Task brief
Start with the first line of the data and end with the line that holds "Write the network"; write out each one exactly.

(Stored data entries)
^^^^^^^^

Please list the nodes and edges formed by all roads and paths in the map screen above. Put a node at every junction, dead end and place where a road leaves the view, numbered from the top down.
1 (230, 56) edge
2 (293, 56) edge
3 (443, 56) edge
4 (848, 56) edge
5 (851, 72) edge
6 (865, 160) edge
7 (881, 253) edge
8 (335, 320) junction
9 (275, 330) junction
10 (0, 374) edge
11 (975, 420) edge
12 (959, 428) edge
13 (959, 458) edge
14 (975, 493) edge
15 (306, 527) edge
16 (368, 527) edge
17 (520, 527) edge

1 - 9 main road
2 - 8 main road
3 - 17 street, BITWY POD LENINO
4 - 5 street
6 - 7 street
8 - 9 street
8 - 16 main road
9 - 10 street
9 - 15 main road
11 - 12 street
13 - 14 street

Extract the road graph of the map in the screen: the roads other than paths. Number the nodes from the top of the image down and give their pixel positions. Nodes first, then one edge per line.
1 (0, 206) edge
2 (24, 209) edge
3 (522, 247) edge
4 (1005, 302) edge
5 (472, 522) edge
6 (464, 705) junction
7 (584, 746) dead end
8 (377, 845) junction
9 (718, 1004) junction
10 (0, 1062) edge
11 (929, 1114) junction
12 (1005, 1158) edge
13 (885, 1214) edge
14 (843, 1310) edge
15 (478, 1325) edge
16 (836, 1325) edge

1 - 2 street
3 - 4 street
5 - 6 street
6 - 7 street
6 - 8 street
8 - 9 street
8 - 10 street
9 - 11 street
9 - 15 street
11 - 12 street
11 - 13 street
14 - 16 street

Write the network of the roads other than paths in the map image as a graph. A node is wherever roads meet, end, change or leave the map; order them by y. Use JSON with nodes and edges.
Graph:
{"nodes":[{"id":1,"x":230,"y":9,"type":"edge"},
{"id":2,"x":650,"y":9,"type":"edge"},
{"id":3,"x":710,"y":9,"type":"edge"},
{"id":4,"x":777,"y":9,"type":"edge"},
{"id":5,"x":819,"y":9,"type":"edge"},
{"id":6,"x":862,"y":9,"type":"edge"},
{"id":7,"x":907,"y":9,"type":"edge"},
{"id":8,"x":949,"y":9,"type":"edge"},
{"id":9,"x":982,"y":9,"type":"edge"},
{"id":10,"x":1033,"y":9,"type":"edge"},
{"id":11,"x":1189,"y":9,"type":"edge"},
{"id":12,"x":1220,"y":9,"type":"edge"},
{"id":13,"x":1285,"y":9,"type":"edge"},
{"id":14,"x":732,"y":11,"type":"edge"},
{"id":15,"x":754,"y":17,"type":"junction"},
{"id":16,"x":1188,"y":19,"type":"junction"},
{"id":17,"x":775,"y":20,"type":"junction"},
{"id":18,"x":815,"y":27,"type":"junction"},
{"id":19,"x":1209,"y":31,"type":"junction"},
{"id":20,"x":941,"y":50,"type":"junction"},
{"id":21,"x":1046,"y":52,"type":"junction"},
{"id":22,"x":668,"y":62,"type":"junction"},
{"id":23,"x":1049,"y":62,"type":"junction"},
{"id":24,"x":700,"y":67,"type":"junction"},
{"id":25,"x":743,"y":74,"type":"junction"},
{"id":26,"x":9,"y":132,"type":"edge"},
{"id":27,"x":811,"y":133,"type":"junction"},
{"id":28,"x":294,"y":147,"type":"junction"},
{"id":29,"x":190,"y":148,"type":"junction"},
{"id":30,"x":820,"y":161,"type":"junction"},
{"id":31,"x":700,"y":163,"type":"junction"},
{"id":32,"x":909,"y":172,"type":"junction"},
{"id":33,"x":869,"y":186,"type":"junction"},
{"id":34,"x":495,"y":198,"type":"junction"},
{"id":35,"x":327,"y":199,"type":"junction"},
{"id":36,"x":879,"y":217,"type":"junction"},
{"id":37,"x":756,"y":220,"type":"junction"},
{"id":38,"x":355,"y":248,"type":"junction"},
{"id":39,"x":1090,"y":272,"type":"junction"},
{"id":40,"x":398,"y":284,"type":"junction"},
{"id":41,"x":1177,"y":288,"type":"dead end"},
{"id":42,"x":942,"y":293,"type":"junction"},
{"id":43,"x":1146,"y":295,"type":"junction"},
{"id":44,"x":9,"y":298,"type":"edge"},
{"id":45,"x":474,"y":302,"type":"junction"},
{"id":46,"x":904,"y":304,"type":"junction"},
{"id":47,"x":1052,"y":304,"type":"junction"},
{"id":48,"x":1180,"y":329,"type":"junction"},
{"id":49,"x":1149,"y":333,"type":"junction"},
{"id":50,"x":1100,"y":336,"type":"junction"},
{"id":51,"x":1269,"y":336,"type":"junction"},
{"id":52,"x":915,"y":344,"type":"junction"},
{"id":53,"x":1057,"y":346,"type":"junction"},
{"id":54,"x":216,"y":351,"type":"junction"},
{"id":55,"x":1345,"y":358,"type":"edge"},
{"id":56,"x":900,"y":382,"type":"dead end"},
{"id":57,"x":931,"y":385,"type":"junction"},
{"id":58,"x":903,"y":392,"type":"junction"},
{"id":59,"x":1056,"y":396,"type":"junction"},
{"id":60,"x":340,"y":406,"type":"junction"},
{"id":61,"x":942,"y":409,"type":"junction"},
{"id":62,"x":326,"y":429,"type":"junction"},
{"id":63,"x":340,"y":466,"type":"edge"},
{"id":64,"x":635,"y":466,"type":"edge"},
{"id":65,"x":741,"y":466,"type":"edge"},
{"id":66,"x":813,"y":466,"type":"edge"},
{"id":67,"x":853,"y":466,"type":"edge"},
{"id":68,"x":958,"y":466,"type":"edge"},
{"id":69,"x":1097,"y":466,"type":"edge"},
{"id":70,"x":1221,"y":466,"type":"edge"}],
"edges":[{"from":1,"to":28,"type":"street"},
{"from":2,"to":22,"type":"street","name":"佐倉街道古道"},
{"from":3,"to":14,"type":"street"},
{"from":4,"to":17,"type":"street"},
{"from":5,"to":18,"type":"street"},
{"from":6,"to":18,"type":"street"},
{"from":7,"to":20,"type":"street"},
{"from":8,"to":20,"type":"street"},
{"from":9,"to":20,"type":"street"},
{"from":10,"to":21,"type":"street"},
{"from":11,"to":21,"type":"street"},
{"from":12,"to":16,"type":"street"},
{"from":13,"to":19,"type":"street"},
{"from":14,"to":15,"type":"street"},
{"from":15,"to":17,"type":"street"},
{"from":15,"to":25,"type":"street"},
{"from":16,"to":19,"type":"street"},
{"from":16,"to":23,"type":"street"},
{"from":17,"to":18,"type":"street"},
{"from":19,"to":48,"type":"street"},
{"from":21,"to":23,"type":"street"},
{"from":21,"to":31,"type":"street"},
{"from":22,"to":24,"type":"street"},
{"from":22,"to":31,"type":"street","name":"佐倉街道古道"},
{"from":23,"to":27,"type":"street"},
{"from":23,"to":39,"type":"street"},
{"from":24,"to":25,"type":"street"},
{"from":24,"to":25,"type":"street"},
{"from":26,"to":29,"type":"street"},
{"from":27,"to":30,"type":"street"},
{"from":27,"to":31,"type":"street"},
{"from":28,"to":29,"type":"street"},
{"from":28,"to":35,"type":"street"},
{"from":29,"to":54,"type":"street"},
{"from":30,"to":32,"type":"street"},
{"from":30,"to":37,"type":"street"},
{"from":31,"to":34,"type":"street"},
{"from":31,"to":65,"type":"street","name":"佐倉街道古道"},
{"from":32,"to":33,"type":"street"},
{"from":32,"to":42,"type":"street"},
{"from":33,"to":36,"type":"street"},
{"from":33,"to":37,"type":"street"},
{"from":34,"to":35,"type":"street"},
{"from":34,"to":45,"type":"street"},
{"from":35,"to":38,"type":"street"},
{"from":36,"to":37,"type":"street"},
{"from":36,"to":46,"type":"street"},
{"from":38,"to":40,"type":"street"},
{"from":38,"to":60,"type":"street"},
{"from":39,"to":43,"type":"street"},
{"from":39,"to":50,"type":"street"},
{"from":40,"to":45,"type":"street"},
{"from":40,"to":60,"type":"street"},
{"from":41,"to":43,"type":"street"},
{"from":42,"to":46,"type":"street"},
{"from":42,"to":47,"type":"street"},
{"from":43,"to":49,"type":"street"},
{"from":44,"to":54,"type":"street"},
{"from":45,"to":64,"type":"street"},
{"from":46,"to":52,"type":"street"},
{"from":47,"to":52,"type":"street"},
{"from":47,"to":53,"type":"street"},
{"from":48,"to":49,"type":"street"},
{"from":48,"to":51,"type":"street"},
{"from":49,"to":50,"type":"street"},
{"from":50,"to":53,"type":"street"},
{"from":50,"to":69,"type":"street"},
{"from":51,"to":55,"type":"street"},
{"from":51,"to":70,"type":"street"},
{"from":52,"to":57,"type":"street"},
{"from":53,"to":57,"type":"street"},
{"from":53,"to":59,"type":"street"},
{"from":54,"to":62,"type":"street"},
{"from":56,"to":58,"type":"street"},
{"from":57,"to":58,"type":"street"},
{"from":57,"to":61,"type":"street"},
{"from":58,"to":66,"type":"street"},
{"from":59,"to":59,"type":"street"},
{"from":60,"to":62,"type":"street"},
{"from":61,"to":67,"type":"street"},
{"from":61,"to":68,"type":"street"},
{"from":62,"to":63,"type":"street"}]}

^^^^^^^^

Answer section
Please list the nodes and edges formed by all roads and paths in the map screen above. Put a node at every junction, dead end and place where a road leaves the view, numbered from the top down.
1 (230, 56) edge
2 (293, 56) edge
3 (443, 56) edge
4 (848, 56) edge
5 (851, 72) edge
6 (865, 160) edge
7 (881, 253) edge
8 (335, 320) junction
9 (275, 330) junction
10 (0, 374) edge
11 (975, 420) edge
12 (959, 428) edge
13 (959, 458) edge
14 (975, 493) edge
15 (306, 527) edge
16 (368, 527) edge
17 (520, 527) edge

1 - 9 main road
2 - 8 main road
3 - 17 street, BITWY POD LENINO
4 - 5 street
6 - 7 street
8 - 9 street
8 - 16 main road
9 - 10 street
9 - 15 main road
11 - 12 street
13 - 14 street

Extract the road graph of the map in the screen: the roads other than paths. Number the nodes from the top of the image down and give their pixel positions. Nodes first, then one edge per line.
1 (0, 206) edge
2 (24, 209) edge
3 (522, 247) edge
4 (1005, 302) edge
5 (472, 522) edge
6 (464, 705) junction
7 (584, 746) dead end
8 (377, 845) junction
9 (718, 1004) junction
10 (0, 1062) edge
11 (929, 1114) junction
12 (1005, 1158) edge
13 (885, 1214) edge
14 (843, 1310) edge
15 (478, 1325) edge
16 (836, 1325) edge

1 - 2 street
3 - 4 street
5 - 6 street
6 - 7 street
6 - 8 street
8 - 9 street
8 - 10 street
9 - 11 street
9 - 15 street
11 - 12 street
11 - 13 street
14 - 16 street

Write the network of the roads other than paths in the map image as a graph. A node is wherever roads meet, end, change or leave the map; order them by y. Use JSON with nodes and edges.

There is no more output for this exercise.